Zika-Virus: Wachsende Kritik am Umgang der WHO

19. Februar 2016 in Aktuelles


Bioethikerin Kummer (IMABE): Wegen des Zika-Virus wird Druck auf lateinamerikanischen Länder erhöht, Gesetze zur Abtreibung zu liberalisieren. Auch Planned Parenthood startete Pro-Abtreibungs-Kampagne.


Wien (kath.net/KAP) Einen fragwürdigen Umgang der Vereinten Nationen mit dem Zika-Virus hat die Leiterin des Wiener Wissenschaftsinstituts IMABE, Susanne Kummer, kritisiert: Im Namen der Krankheitsbekämpfung würde der Druck auf die lateinamerikanischen Länder erhöht, die eugenische Indikation einzuführen und Gesetze zur Abtreibung zu liberalisieren. "Immer mehr Experten hinterfragen zudem, ob die WHO mit der Ausrufung eines globalen Gesundheitsnotstandes nicht doch übers Ziel geschossen hat", so die Leiterin der unter Patronanz der Bischofskonferenz stehenden Einrichtung gegenüber "Kathpress".
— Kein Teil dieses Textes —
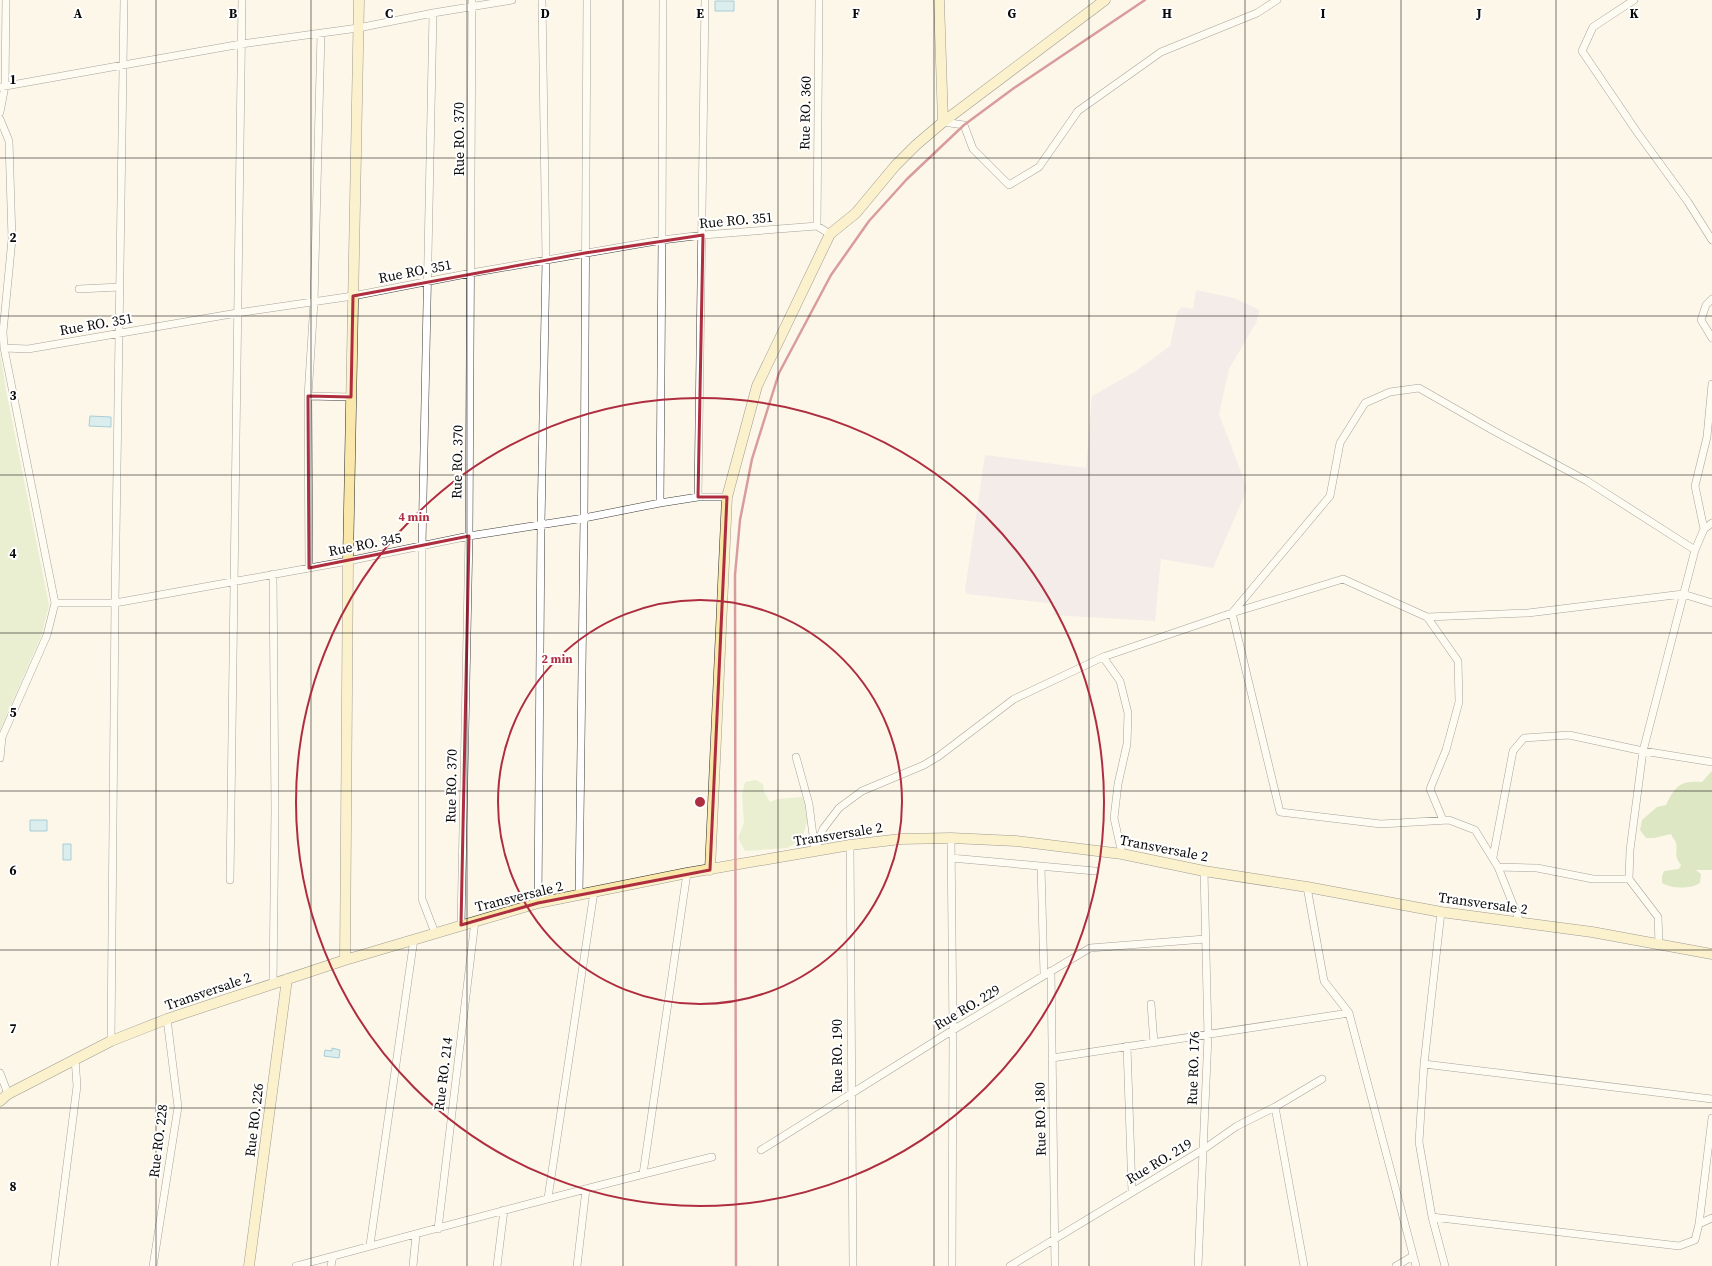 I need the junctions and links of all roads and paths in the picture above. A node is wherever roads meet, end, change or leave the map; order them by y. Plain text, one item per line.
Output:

Kummer verwies auf den UN-Hochkommissar für Menschenrechte, Zeid Ra'ad Al Hussein, der die Regierungen zu einer "sicheren Abtreibung" als Gesundheitsmaßnahme aufgefordert hatte. Auch Planned Parenthood, der größte Abtreibungsanbieter in den USA, starte im Namen des Zika-Virus eine Pro-Abtreibungs-Kampagne. "Der Virus soll zum Staatsfeind erklärt werden, aber bitte nicht Kinder mit Behinderung", forderte die Bioethikerin. Eine erkennbare Folge sei nämlich, dass viele Schwangere in Panik nun Abtreibungen durchführen würden, obwohl viele trotz Zika-Virus gesunde Babys auf die Welt bringen.

Die öffentlichen Warnsignale stünden kaum in Relation zu den bisherigen Ausmaßen der Krankheit, so ein weiterer Kritikpunkt. "Am gefährlichen Dengue-Fieber erkranken jährlich 400 Millionen Menschen weltweit, mehr als 22.000 sterben daran, ein WHO-Notstand wurde aber nie ausgerufen", verdeutlichte Kummer.

Generell sind laut Kummer noch mehr Forschungsanstrengungen nötig, ob es tatsächlich einen ursächlichen Zusammenhang zwischen dem Virus und den Fällen von Mikrozephalie gibt. Faktum sei, dass infolge eines brasilianischen Erlasses einer Meldepflicht zu Verdachtsfällen von Mikrozephalie die grundsätzliche Zahl der angezeigten Fälle von 147 auf 4.783 gestiegen sei. Davon seien bisher "nur" 404 Fälle tatsächlich bestätigt worden und nur in 17 Fällen konnte nachgewiesen werden, dass sich Schwangere zuvor mit dem Virus infiziert hatten.

Epidemologen kritisieren außerdem, dass es bislang keine einheitlichen Diagnosekriterien für eine Mikrozephalie gibt. Fehldiagnosen sind die Folge, die massive Häufung von Mikrozephalie-Fällen ist auch auf eine statistische Verzerrung zurück zu führen. Ungeklärt ist bisher auch, warum es offensichtlich eine Häufung in Brasilien gibt, aber keinen bestätigten Fall etwa in Kolumbien, wo jedoch tausende Schwangere an Zika erkrankt sind.

Auffallend ist laut der Wiener Bioethikerin, dass die Krankheit überproportional häufig arme Familien unter hygienisch prekären Bedingungen trifft. Offen ist auch, ob Ernährungsdefizite oder ethnische Besonderheiten eine Rolle spielen. Kummer: "Armut und Bildungsnot lassen sich nicht von Heute auf Morgen beseitigen, das sind langwierige Prozesse, für die es weltweit gemeinsame Anstrengungen braucht." Auch Alkoholkonsum könnte als möglicher Faktor eine Rolle spielen: Angaben des Berliner Robert-Koch-Instituts zufolge sei dieser während der Schwangerschaft einer der häufigsten Gründe für eine angeborene Behinderung.